As he said this, he was still eating pretzels. Irv’s appetite always surprised me, but at times like this, I was almost scared.

“Practice,” Eric said. “Tomorrow, right after school. Yes? I’ll tell Ford.”

“I’ll see what I can do,” Mac said.

“Do what you have to. This is serious. There’s no gray area here. We win or lose. Triumph or go down in flames. Succeed or—”

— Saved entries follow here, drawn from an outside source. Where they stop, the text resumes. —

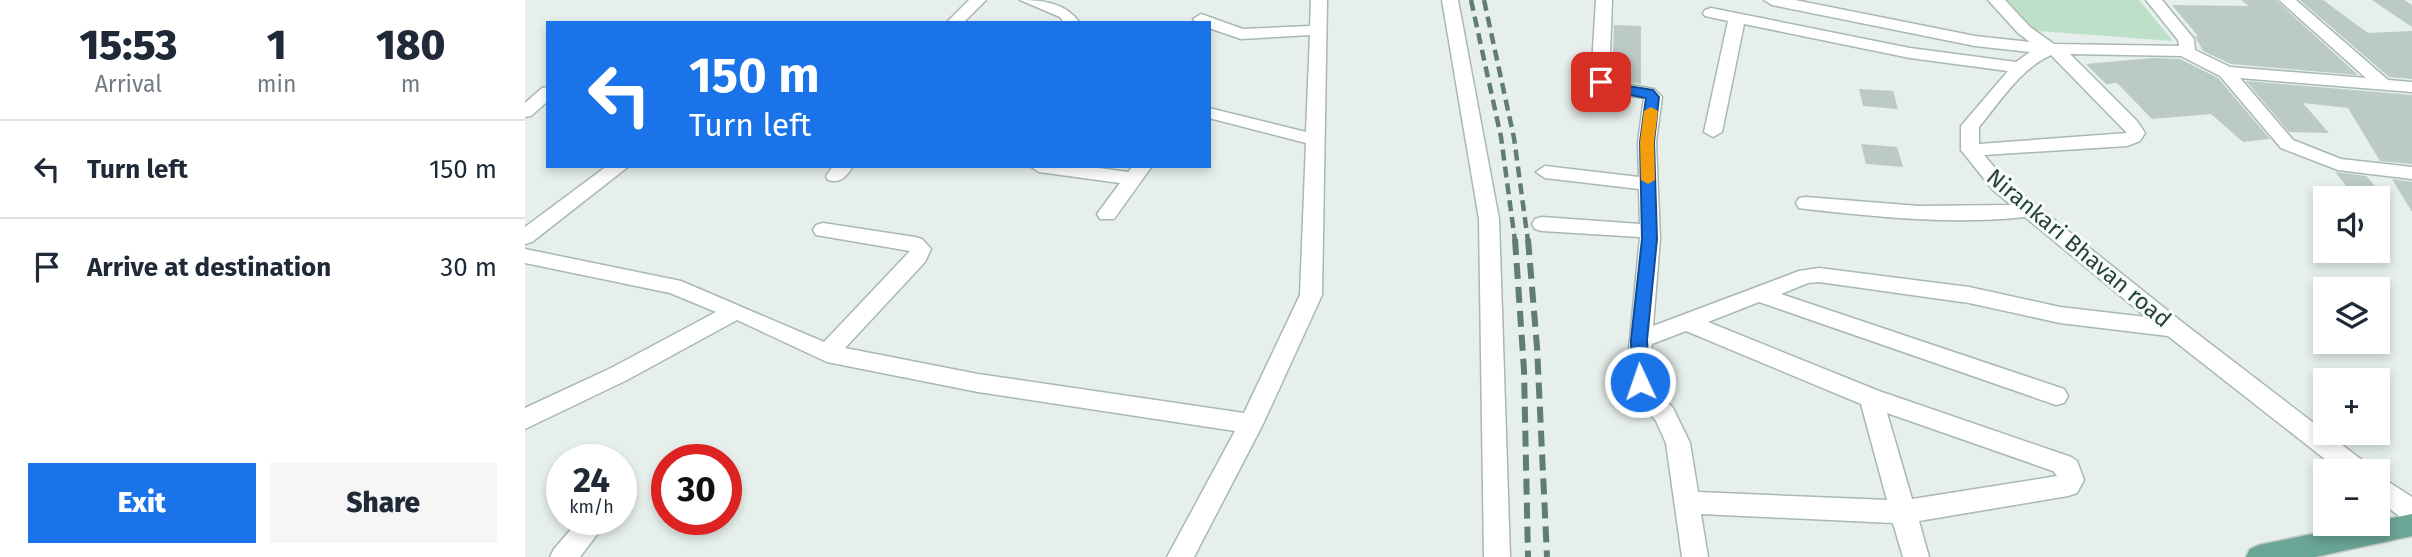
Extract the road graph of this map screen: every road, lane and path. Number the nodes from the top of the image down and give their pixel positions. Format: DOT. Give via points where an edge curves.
graph roads {
  1 [pos="978,0"];
  2 [pos="1028,0"];
  3 [pos="1207,0"];
  4 [pos="1319,0"];
  5 [pos="1450,0"];
  6 [pos="1604,0"];
  7 [pos="1772,0"];
  8 [pos="1996,0"];
  9 [pos="2154,0"];
  10 [pos="2287,0"];
  11 [pos="1711,13"];
  12 [pos="1737,18"];
  13 [pos="956,21"];
  14 [pos="1071,21"];
  15 [pos="1200,21"];
  16 [pos="1211,24"];
  17 [pos="1318,30"];
  18 [pos="2052,49"];
  19 [pos="2183,51"];
  20 [pos="2019,68"];
  21 [pos="2226,72"];
  22 [pos="2382,83"];
  23 [pos="2412,87"];
  24 [pos="546,94"];
  25 [pos="525,112"];
  26 [pos="1211,114"];
  27 [pos="1713,132"];
  28 [pos="1315,140"];
  29 [pos="1970,150"];
  30 [pos="617,168"];
  31 [pos="1067,168"];
  32 [pos="1545,172"];
  33 [pos="1138,173"];
  34 [pos="2412,173"];
  35 [pos="1648,184"];
  36 [pos="1806,203"];
  37 [pos="2031,210"];
  38 [pos="1107,214"];
  39 [pos="1542,224"];
  40 [pos="823,230"];
  41 [pos="1650,231"];
  42 [pos="525,237"];
  43 [pos="525,256"];
  44 [pos="1759,294"];
  45 [pos="736,311"];
  46 [pos="1686,322"];
  47 [pos="2174,328"];
  48 [pos="1639,340"];
  49 [pos="827,353"];
  50 [pos="2056,396"];
  51 [pos="1871,398"];
  52 [pos="525,419"];
  53 [pos="1251,424"];
  54 [pos="2343,459"];
  55 [pos="2390,495"];
  56 [pos="1685,502"];
  57 [pos="2412,511"];
  58 [pos="1903,512"];
  59 [pos="2412,525"];
  60 [pos="582,535"];
  61 [pos="563,557"];
  62 [pos="1180,557"];
  63 [pos="1497,557"];
  64 [pos="1695,557"];
  65 [pos="1916,557"];
  66 [pos="2259,557"];
  1 -- 13 [label="street"];
  2 -- 14 [label="street" via="1066,14"];
  3 -- 15 [label="street"];
  4 -- 17 [label="street"];
  5 -- 63 [label="street" via="1489,219"];
  6 -- 35 [label="street" via="1601,82 1605,87 1653,97"];
  7 -- 18 [label="street" via="1975,41"];
  8 -- 18 [label="street" via="2024,30"];
  9 -- 19 [label="street" via="2186,39"];
  10 -- 22 [label="street"];
  11 -- 12 [label="street"];
  12 -- 20 [label="street" via="1910,53"];
  12 -- 27 [label="street"];
  16 -- 17 [label="street" via="1241,34"];
  17 -- 28 [label="street"];
  18 -- 19 [label="street"];
  18 -- 20 [label="street, Nirankari Bhavan road"];
  18 -- 29 [label="street" via="2131,125 2134,137"];
  19 -- 21 [label="street"];
  20 -- 29 [label="street, Nirankari Bhavan road" via="1970,126"];
  21 -- 22 [label="street"];
  21 -- 34 [label="street" via="2287,144 2338,164"];
  22 -- 23 [label="street"];
  24 -- 25 [label="street"];
  26 -- 28 [label="street"];
  28 -- 53 [label="street" via="1311,295"];
  29 -- 37 [label="street, Nirankari Bhavan road" via="2000,186"];
  30 -- 42 [label="street"];
  31 -- 33 [label="street"];
  32 -- 35 [label="street"];
  33 -- 38 [label="street"];
  35 -- 41 [label="street"];
  36 -- 37 [label="street" via="1937,215"];
  37 -- 47 [label="street, Nirankari Bhavan road"];
  39 -- 41 [label="street"];
  40 -- 49 [label="street" via="915,244 921,249"];
  41 -- 48 [label="street"];
  43 -- 45 [label="street" via="674,286"];
  44 -- 46 [label="street"];
  44 -- 47 [label="street" via="1806,276 1833,275 1969,295 2060,315"];
  44 -- 50 [label="street"];
  45 -- 49 [label="street"];
  45 -- 52 [label="street"];
  46 -- 48 [label="street"];
  46 -- 51 [label="street"];
  47 -- 54 [label="street, Nirankari Bhavan road"];
  48 -- 56 [label="street" via="1640,382 1673,429"];
  49 -- 53 [label="street" via="978,383"];
  51 -- 58 [label="street"];
  51 -- 58 [label="street" via="2062,464 2071,475 2068,485"];
  53 -- 62 [label="street"];
  55 -- 57 [label="street"];
  56 -- 58 [label="street"];
  56 -- 64 [label="street"];
  58 -- 65 [label="street"];
  59 -- 66 [label="main road"];
  60 -- 61 [label="street"];
}
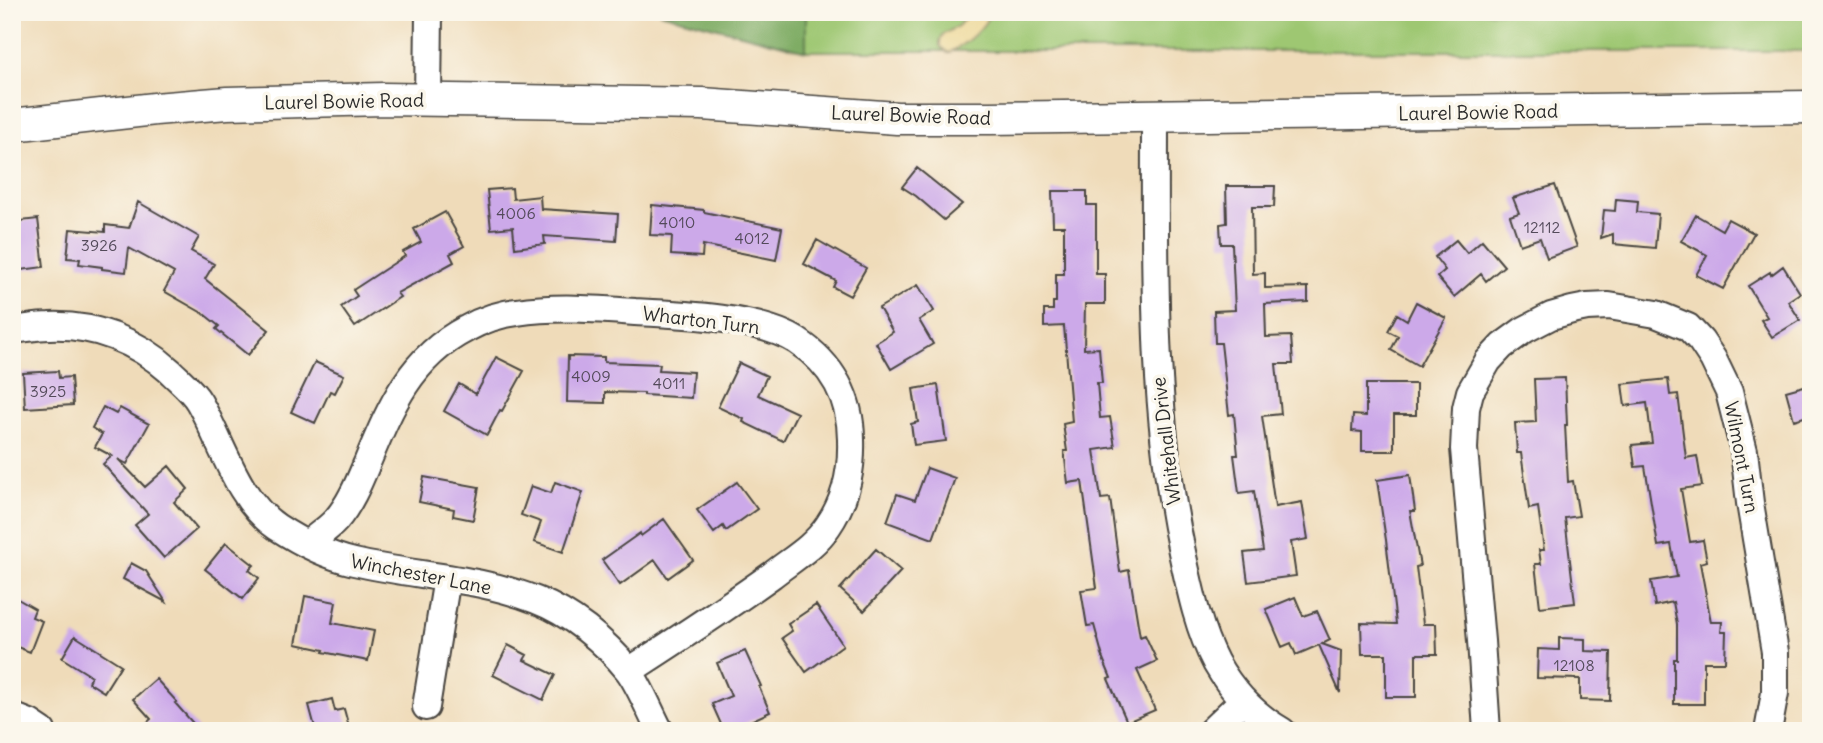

“Why is there never a gray area with you?” Irv said. “Everything’s always brilliant or catastrophic.”

“Because,” Eric replied, “that’s the way true artists—”

“That should be your band name,” Layla, studying her phone, said.

Irv said, “True Artists?”

“No. Brilliant or Catastrophic.”

Silence. Due to experience, I was expecting immediate rejection of this from someone (probably Eric), followed by the debate beginning all over again. But then Mac said, “I like it.”

“It is intriguing,” Eric agreed. He thought for a moment. “Also, it fits the idea of our ironic take on the songs we’re doing as well as what they did for the larger community of music. So pop, total earworms: you have to give the songwriters credit. Even while acknowledging the damage they caused not just to the integrity of the music industry, but society as a whole.”

“Society?” I asked.

“I just like how it sounds,” Irv said, starting to walk away.

“I’ll sit with it awhile. Let you know what I think,” Eric told us, falling in behind him. Watching them go, all I could think was that they were the oddest of pairings.

“Huge Guy and Hipster Guy,” Layla observed, once again reading my mind. “They’re like superheroes. Without the, um, super part.”

I snorted, then looked at my watch. I was doing that these days. “It’s getting late. I better go.”